Nintendo has confirmed 160,000 user accounts have been accessed exposing a limited amount of PII and possibly access to Nintendo store accounts.
The gaming company reported that starting in early April accounts were accessed through the Nintendo Network ID (NNID), which is primarily used for Switch gaming, Nintendo online store accounts and grants access to various Nintendo Network services. The company is unaware exactly how the intrusion was conducted, but believes “seems to have been made by impersonating login to "Nintendo Network ID”.
Name, nickname, date of birth, gender, country / region and email address were exposed, although those who use multi-factor authentication to access their account are safe.
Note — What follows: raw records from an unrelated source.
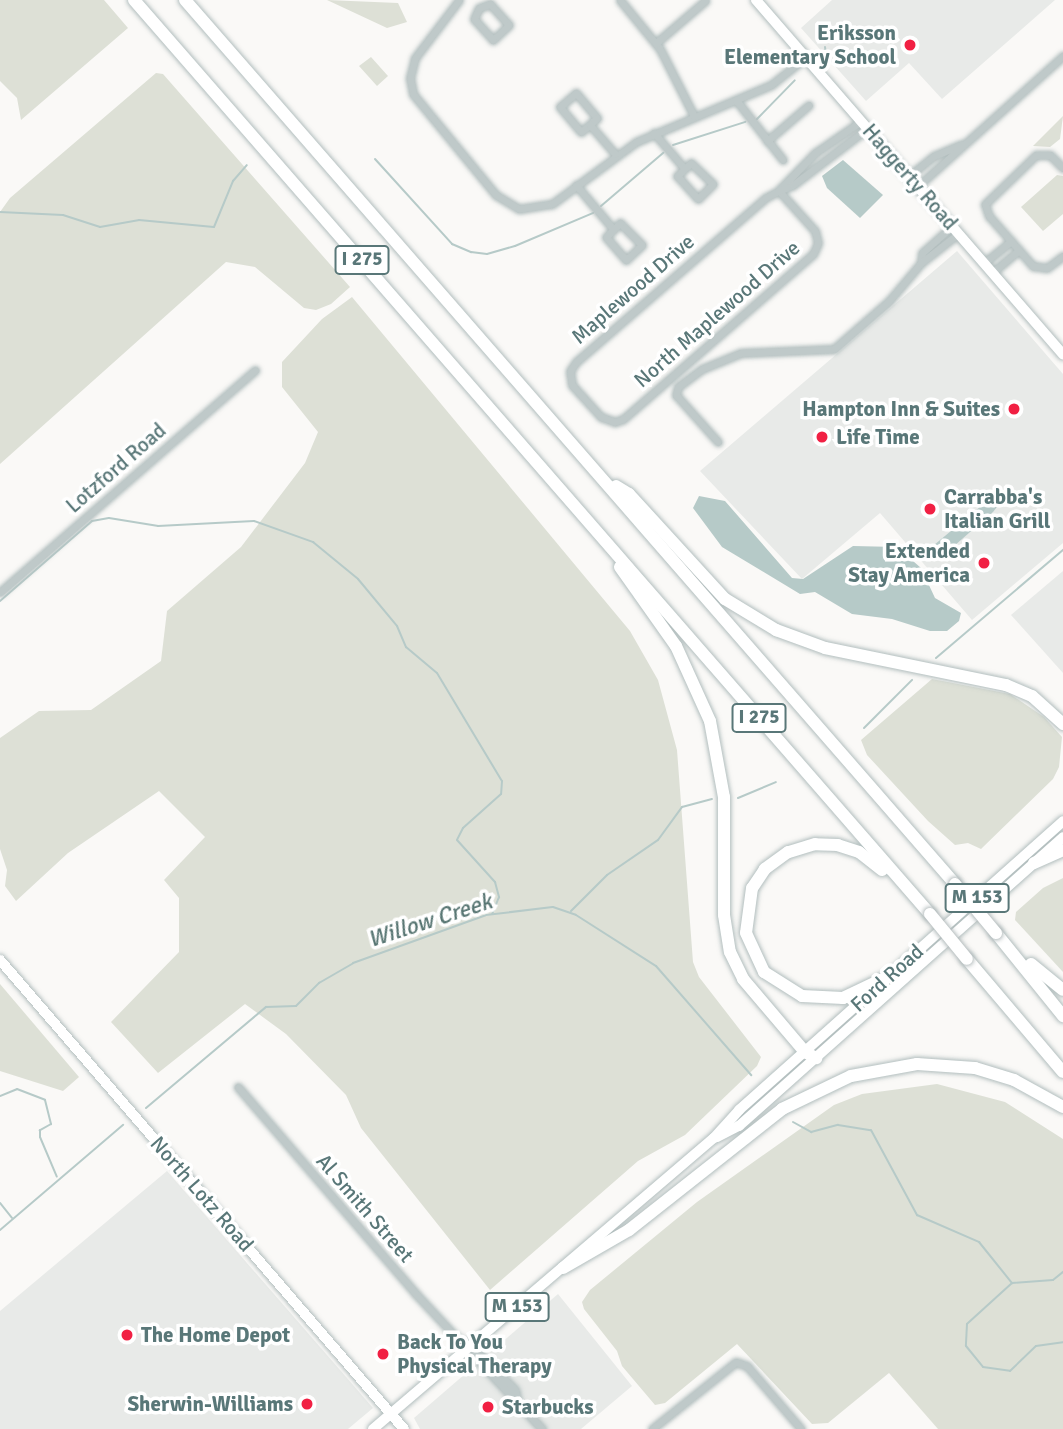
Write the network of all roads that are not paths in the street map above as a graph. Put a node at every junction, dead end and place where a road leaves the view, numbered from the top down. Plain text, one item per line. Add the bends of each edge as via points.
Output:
1 (134, 0) edge
2 (185, 0) edge
3 (459, 0) edge
4 (472, 0) edge
5 (620, 0) edge
6 (705, 1) edge
7 (760, 2) edge
8 (479, 8) junction
9 (656, 43) junction
10 (1063, 56) edge
11 (806, 57) junction
12 (736, 100) junction
13 (809, 105) dead end
14 (694, 116) junction
15 (864, 124) junction
16 (590, 125) junction
17 (654, 132) junction
18 (767, 141) junction
19 (966, 142) junction
20 (615, 155) junction
21 (783, 160) dead end
22 (684, 167) junction
23 (1063, 168) edge
24 (909, 176) junction
25 (576, 185) junction
26 (918, 186) junction
27 (779, 191) junction
28 (613, 229) junction
29 (956, 229) junction
30 (1011, 240) junction
31 (1019, 250) junction
32 (1063, 256) edge
33 (984, 263) junction
34 (993, 272) junction
35 (1063, 355) edge
36 (255, 370) dead end
37 (615, 422) joint
38 (718, 442) dead end
39 (606, 481) junction
40 (591, 520) junction
41 (0, 592) edge
42 (1063, 724) edge
43 (1063, 821) edge
44 (1063, 837) edge
45 (1063, 850) edge
46 (1034, 863) junction
47 (926, 909) junction
48 (1010, 949) junction
49 (0, 960) edge
50 (891, 975) junction
51 (1063, 990) edge
52 (1063, 1016) edge
53 (810, 1055) junction
54 (1063, 1072) edge
55 (238, 1087) dead end
56 (1063, 1107) edge
57 (563, 1268) junction
58 (472, 1346) junction
59 (391, 1414) junction
60 (373, 1429) edge
61 (404, 1429) edge
62 (542, 1429) edge
63 (652, 1429) edge
64 (801, 1429) edge

1 - 40 highway, I 275
2 - 39 highway, I 275
3 - 25 street via 412,65 411,86 418,105 511,206 528,210 547,206
4 - 8 street
5 - 9 street
6 - 9 street
7 - 11 street, Haggerty Road
8 - 8 street via 474,19 491,38 509,28 492,5
9 - 14 street
10 - 19 street
11 - 12 street via 781,79
11 - 15 street, Haggerty Road
12 - 14 street
12 - 18 street
13 - 18 street
14 - 17 street
15 - 24 street, Haggerty Road
15 - 27 street, Maplewood Drive via 815,153
16 - 16 street via 579,131 561,106 579,94 597,116
16 - 20 street
17 - 20 street
17 - 22 street
18 - 21 street
19 - 24 street via 934,156
19 - 26 street
20 - 25 street
22 - 22 street via 677,176 695,198 713,188 696,164
23 - 30 street via 1050,155 1035,155 990,194 986,212
24 - 26 street, Haggerty Road
25 - 28 street
26 - 29 street, Haggerty Road
27 - 37 street, North Maplewood Drive via 814,231 818,243 813,254
27 - 37 street, Maplewood Drive via 765,198 572,366 572,385 601,417
28 - 28 street via 607,240 624,260 629,259 642,245 623,223
29 - 33 street, Haggerty Road
29 - 38 street via 922,253 921,263 889,301 834,349 741,353 709,365 678,387 676,395
30 - 31 street
30 - 33 street
31 - 32 street via 1041,269
31 - 34 street
33 - 34 street, Haggerty Road
34 - 35 street, Haggerty Road
36 - 41 street, Lotzford Road
39 - 42 highway via 629,494 725,599 776,630 818,646 1006,685 1032,696
39 - 48 highway, I 275, bridge
40 - 47 highway, I 275
40 - 53 highway via 600,543 676,646 702,697 723,785 724,915 730,952 743,979
43 - 50 main road, Ford Road / M 153
44 - 46 main road, Ford Road / M 153
45 - 46 highway
46 - 53 main road, Ford Road / M 153
47 - 50 highway via 869,858 838,845 815,844 788,852 765,869 752,888 745,922 749,945 764,972 782,987 812,998 839,999
47 - 54 highway, I 275, bridge
48 - 51 highway
48 - 52 highway, I 275
49 - 59 street, North Lotz Road
50 - 53 main road, Ford Road / M 153
53 - 57 main road, Ford Road / M 153
55 - 58 street, Al Smith Street via 415,1293 457,1338
56 - 57 highway via 1014,1080 975,1068 917,1064 851,1076 782,1109 629,1230
57 - 58 main road, Ford Road / M 153
58 - 59 main road, Ford Road / M 153
58 - 62 street, Al Smith Street via 515,1390 516,1400
59 - 60 main road, Ford Road / M 153
59 - 61 street, North Lotz Road
63 - 64 street via 736,1362 747,1366

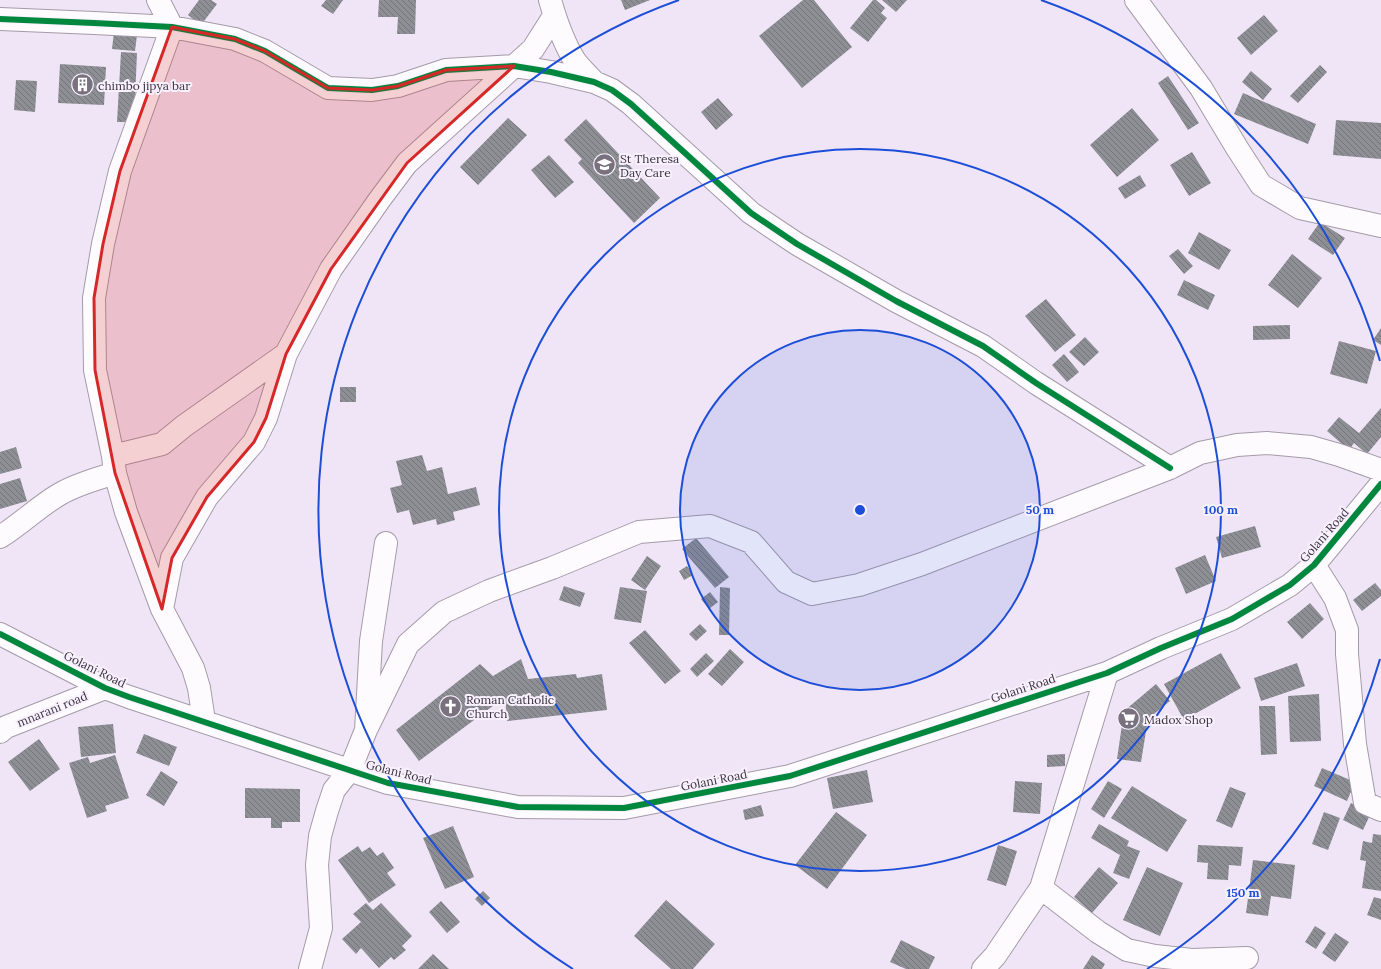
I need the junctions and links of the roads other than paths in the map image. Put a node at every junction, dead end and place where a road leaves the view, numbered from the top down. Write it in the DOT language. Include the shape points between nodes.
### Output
graph roads {
  1 [pos="158,0"];
  2 [pos="1136,0"];
  3 [pos="552,8"];
  4 [pos="0,19"];
  5 [pos="172,28"];
  6 [pos="514,66"];
  7 [pos="594,82"];
  8 [pos="1381,226"];
  9 [pos="286,354"];
  10 [pos="114,464"];
  11 [pos="1170,468"];
  12 [pos="1381,470"];
  13 [pos="1381,484"];
  14 [pos="0,537"];
  15 [pos="386,543"];
  16 [pos="1314,565"];
  17 [pos="162,609"];
  18 [pos="0,634"];
  19 [pos="1107,673"];
  20 [pos="105,688"];
  21 [pos="204,721"];
  22 [pos="366,730"];
  23 [pos="0,732"];
  24 [pos="350,770"];
  25 [pos="1381,810"];
  26 [pos="1041,888"];
  27 [pos="1247,958"];
  28 [pos="310,969"];
  29 [pos="983,969"];
  1 -- 5 [label="street"];
  2 -- 8 [label="street" via="1201,88 1260,185 1300,208"];
  3 -- 6 [label="street" via="533,49"];
  3 -- 7 [label="street" via="564,42 576,62"];
  4 -- 5 [label="street"];
  5 -- 6 [label="street" via="235,39 265,51 328,88 372,90 398,86 446,70"];
  5 -- 10 [label="street" via="120,171 103,244 94,298 95,370"];
  6 -- 7 [label="street"];
  6 -- 9 [label="street" via="407,163 331,269"];
  7 -- 11 [label="street" via="612,90 631,104 752,213 796,244 896,302 984,346 1036,383"];
  9 -- 10 [label="street" via="162,444"];
  9 -- 17 [label="street" via="266,418 254,442 207,497 172,558"];
  10 -- 14 [label="street" via="60,494"];
  10 -- 17 [label="street" via="126,512"];
  11 -- 12 [label="street" via="1200,453 1237,445 1266,443 1311,447"];
  11 -- 22 [label="street" via="922,564 860,585 812,594 786,582 751,542 710,526 639,532 489,591 444,612 408,644"];
  13 -- 16 [label="street, Golani Road"];
  15 -- 22 [label="street" via="371,641"];
  16 -- 19 [label="street, Golani Road" via="1290,585 1232,618"];
  16 -- 25 [label="street" via="1336,598 1347,630 1355,744 1365,803"];
  17 -- 21 [label="street" via="193,668"];
  18 -- 20 [label="street, Golani Road"];
  19 -- 24 [label="street, Golani Road" via="790,776 624,808 518,807 388,783"];
  19 -- 26 [label="street"];
  20 -- 21 [label="street, Golani Road"];
  20 -- 23 [label="street, mnarani road" via="6,727"];
  21 -- 24 [label="street, Golani Road"];
  22 -- 24 [label="street"];
  24 -- 28 [label="street" via="334,790 320,836 317,865 320,928"];
  26 -- 27 [label="street" via="1098,932 1127,950 1192,960"];
  26 -- 29 [label="street" via="995,956"];
}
There is a scenario where the exposed credentials could be used by the attacker to gain access to the Nintendo store.
“If you use the same password for your NNID and Nintendo account, your balance and registered credit card / PayPal may be illegally used at My Nintendo Store or Nintendo eShop. Please set different passwords for NNID and Nintendo account,” Nintendo said.
If an account’s purchase history indicates illegal activity has taken place the company said these should be cancelled and Nintendo will then respond to each incident appropriately.
In response to these issues the company has abolished user’s ability to log into their Nintendo account via NNID and passwords for both NNID and Nintendo accounts are being reset and the company is recommending multi-factor authentication be set up for each account.
“Nintendo, like Zoom, is under something of a microscope right now. Nintendo's recently released Animal Crossing: New Horizons game for the Nintendo Switch came out in March, just when people were required to stay home, and so has done very, very well. This means that any attention on Nintendo is magnified — both because the company is in the media much more, and also because it has a glut of new users right now. It’s always important to react carefully to a security breach, but even more so in a case like this, with both users and publicity at highs," said from Tyler Carbone, chief strategy officer at Terbium Labs.
This is the second issue affecting Nintendo this week. It was reported that bots are being used by a reseller to buy up Nintendo switches before humans can make a purchase.
Dubbed Bird Bot, the open-source tool has been used by buyers looking for an edge over other consumers, as well as resellers who want to stock up on Switches in bulk and then sell them at sky-high prices.